December 22, 2008

Busted

I am, as of Saturday, the proud owner of my very first Lebanese speeding ticket ever!
Here is a 50 km limit, I will allow 20 over the limit, but you went 75,” said the policeman in question.
I do not doubt it; it is a very nice stretch of road (albeit only 700 meters long) without any obstructions, turns or traffic, and it’s been recently resurfaced. I like this ‘I will allow 20 over the limit’. Perfectly Lebanese. Even when there is a clear rule, we will still fidget with it.
The paperwork was then handed over to a gentleman of the Darak, the Internal Security Forces, who – while apologizing profusely – wrote me a 50,000 pounds ticket.
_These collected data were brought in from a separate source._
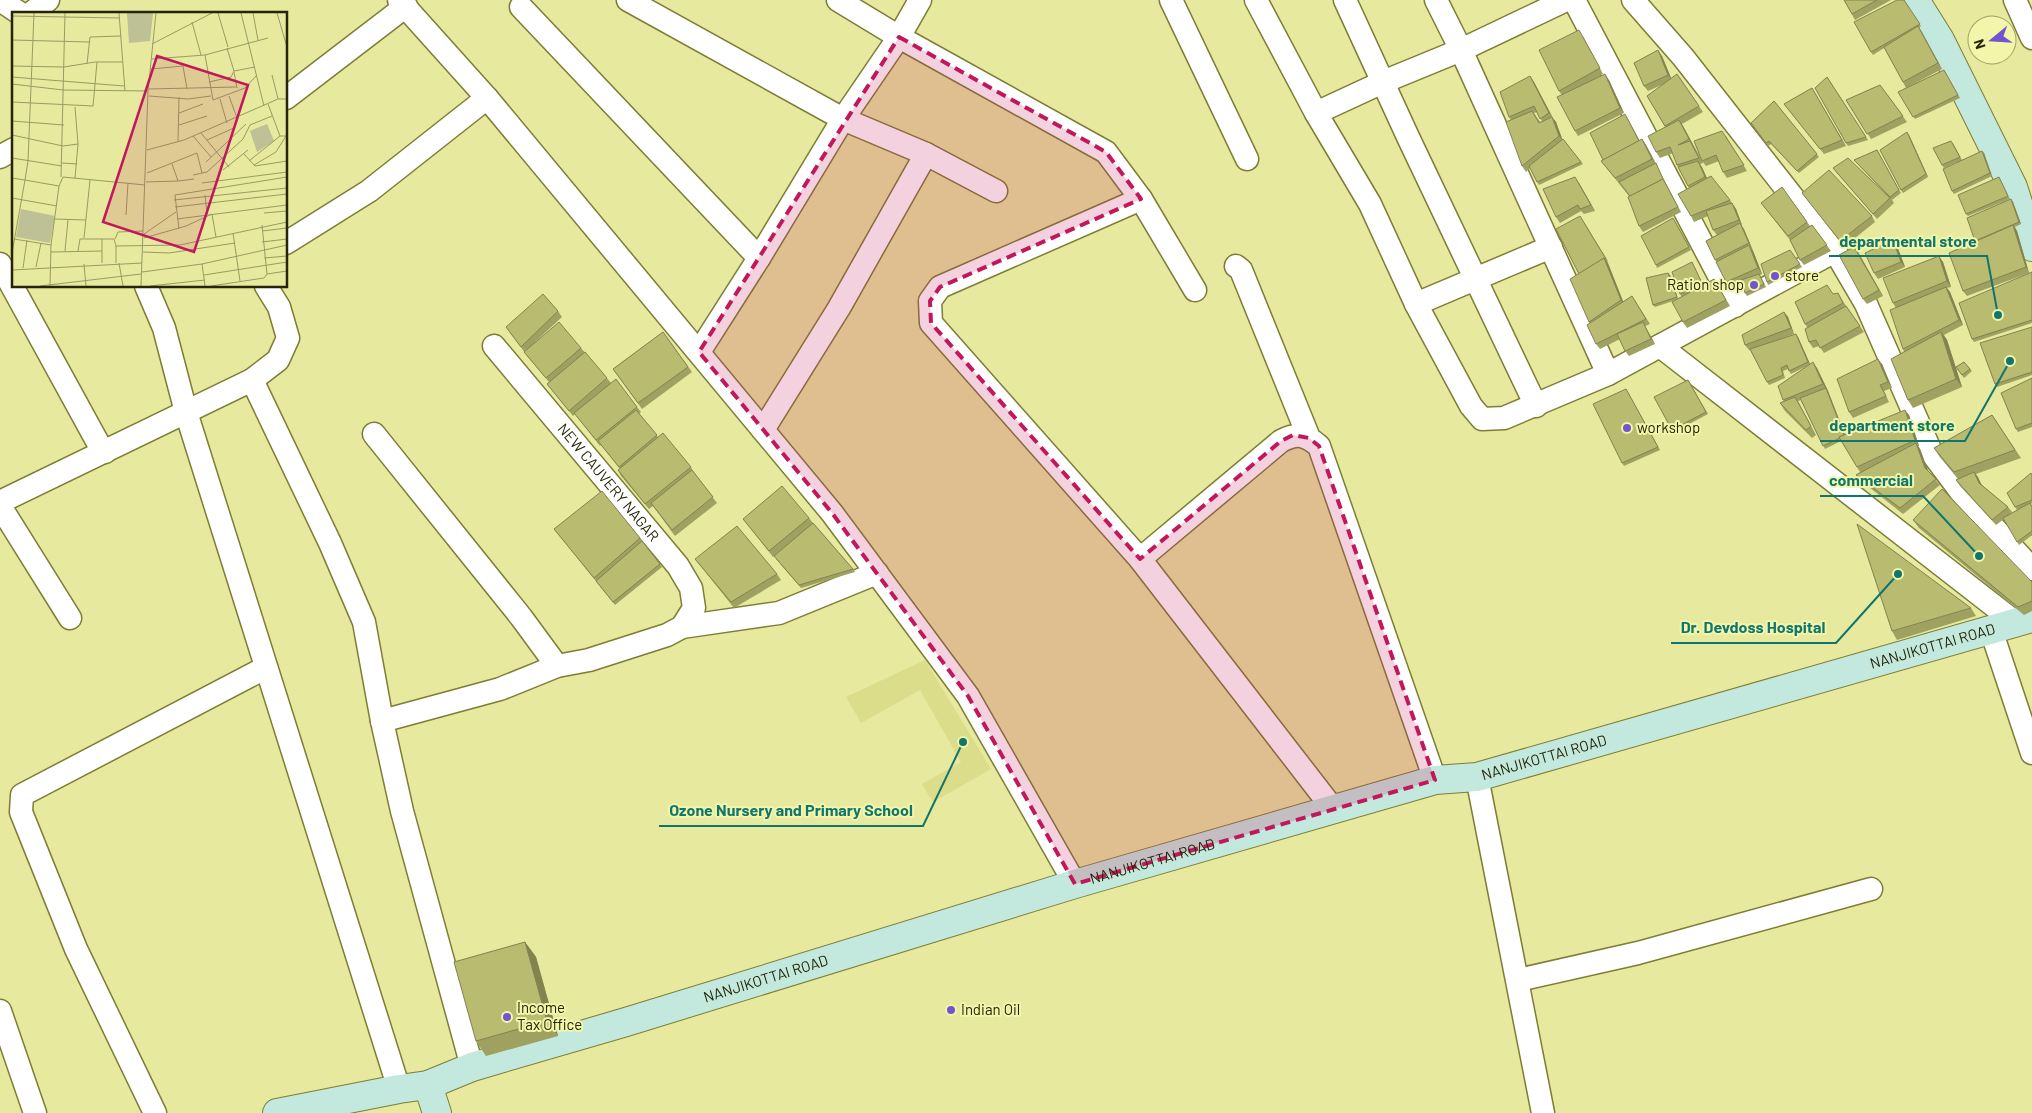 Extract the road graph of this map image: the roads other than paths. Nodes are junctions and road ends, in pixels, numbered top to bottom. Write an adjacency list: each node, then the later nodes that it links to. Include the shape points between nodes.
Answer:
1 (0, 0): 17 (street)
2 (48, 0): 18 (street)
3 (628, 0): 26 (street)
4 (838, 0): 19 (street)
5 (920, 0): 19 (street)
6 (1171, 0): 30 (street)
7 (1256, 0): 25 (street)
8 (1345, 0): 22 (street)
9 (1436, 0): 21 (street)
10 (1566, 0): 21 (street)
11 (1574, 0): 47 (street)
12 (1633, 0): 36 (street, via 1683,57)
13 (1915, 0): 35 (main road, via 1940,40 2013,187)
14 (2015, 0): 20 (street)
15 (402, 3): 23 (street); 24 (street)
16 (521, 7): 37 (street)
17 (18, 12)
18 (33, 12)
19 (898, 37): 26 (street); 32 (street, via 1106,152)
20 (2032, 38)
21 (1461, 50): 22 (street); 34 (street)
22 (1383, 82): 25 (street); 40 (street)
23 (288, 96)
24 (487, 98): 33 (street, via 368,191); 50 (street)
25 (1316, 113): 46 (street, via 1370,204)
26 (843, 119): 28 (street); 37 (street)
27 (12, 150): 29 (street)
28 (926, 154): 31 (street); 55 (street, via 839,308)
29 (0, 157)
30 (1247, 159)
31 (996, 191)
32 (1141, 199): 45 (street); 61 (street, via 940,287 930,301 931,323)
33 (288, 242)
34 (1551, 246): 40 (street); 51 (street)
35 (2032, 247)
36 (1835, 251): 47 (street); 62 (street, via 1866,304 1931,452 1961,492)
37 (759, 258): 50 (street)
38 (0, 264): 41 (street)
39 (1236, 266): 57 (street, via 1242,270)
40 (1475, 279): 46 (street); 53 (street)
41 (12, 286)
42 (13, 288): 58 (street)
43 (147, 288): 54 (street, via 164,328)
44 (267, 288): 52 (street, via 279,307 288,338 278,360)
45 (1195, 290)
46 (1416, 304): 53 (street, via 1470,406 1482,419 1504,418)
47 (1735, 306): 49 (street)
48 (494, 346): 66 (street, NEW CAUVERY NAGAR, via 678,566 691,588 694,608)
49 (1660, 346): 51 (street); 65 (street)
50 (698, 352): 55 (street)
51 (1608, 374): 53 (street)
52 (252, 380): 54 (street); 69 (street, via 364,622)
53 (1536, 406)
54 (186, 412): 58 (street); 68 (street)
55 (763, 430): 63 (street)
56 (374, 434): 67 (street)
57 (1309, 438): 61 (street, via 1293,435 1281,441); 72 (street, via 1319,446)
58 (104, 452): 59 (street)
59 (0, 502)
60 (0, 506): 64 (street)
61 (1140, 559): 73 (street)
62 (2032, 569)
63 (877, 573): 66 (street, via 779,613); 74 (street, via 968,696)
64 (70, 618)
65 (2013, 624): 70 (street); 71 (main road, NANJIKOTTAI ROAD)
66 (682, 627): 67 (street, via 590,660)
67 (557, 666): 69 (street, via 500,689)
68 (265, 668): 80 (street); 82 (street, via 22,794 21,812 76,949)
69 (382, 721): 78 (street, via 402,811)
70 (2032, 753)
71 (1477, 777): 72 (main road, NANJIKOTTAI ROAD); 76 (street)
72 (1436, 780): 73 (main road, NANJIKOTTAI ROAD)
73 (1334, 810): 74 (main road, NANJIKOTTAI ROAD)
74 (1075, 884): 78 (main road, NANJIKOTTAI ROAD)
75 (1871, 889): 76 (street, via 1638,953)
76 (1518, 980): 85 (street)
77 (0, 1012): 81 (street)
78 (472, 1067): 79 (main road, NANJIKOTTAI ROAD)
79 (428, 1085): 80 (main road, NANJIKOTTAI ROAD); 84 (main road)
80 (399, 1089): 83 (main road, NANJIKOTTAI ROAD)
81 (35, 1113)
82 (155, 1113)
83 (277, 1113)
84 (437, 1113)
85 (1543, 1113)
I didn’t argue, yet he kept saying "sorry, eh?”

I figured that the paying of the ticket – which had to be done somewhere else where you also had to retrieve your driver’s license (yes, they take that away) – would result in a nice blog spot about absolute absurdity and chaos, but no such luck. I came in, paid, got my license (which had been confiscated only 25 minutes earlier, yet had made its way to the station already), and left.
Without a hitch. What a pity.

5 comments:

Anonymous said...

LOL, you got busted on Ramlet El-Baida. In 1975, my father (and I) test drove a Porsche, we were able to reach 140 on the middle lane and we were not pulled over!

Sietske said...

Yep, Ramlet el-Baida it is! These days it's all one lane, although three lanes wide. But I have to hand it to them; they were polite AND professional.
Sietske

Marillionlb said...

I guess you got lucky, the ticket I got cost me a day in going from one place to another in order to get my license back. I did offer to pay it on the spot but was unable, and found out that I had to personaly go to retrieve my license.

Ms. Tee said...

Well, mabrouk! There is Zaid Baroud to thank for some of the improvements.

As for giving a leeway over the speed limit, that is the standard in many places. In Norway (can't get any more "civilized" than that!) the unspoken rule was 5, but recently they increased it to 20 in order to focus on more dangerous driving... such as 50 over the limit.

Anonymous said...

My dad also received a ticket last summer in Lebanon. Whereas he would have argued a speeding ticket in the US, he gladly accepted it in Lebanon--cops doing their jobs and enforcing the law? Thank god!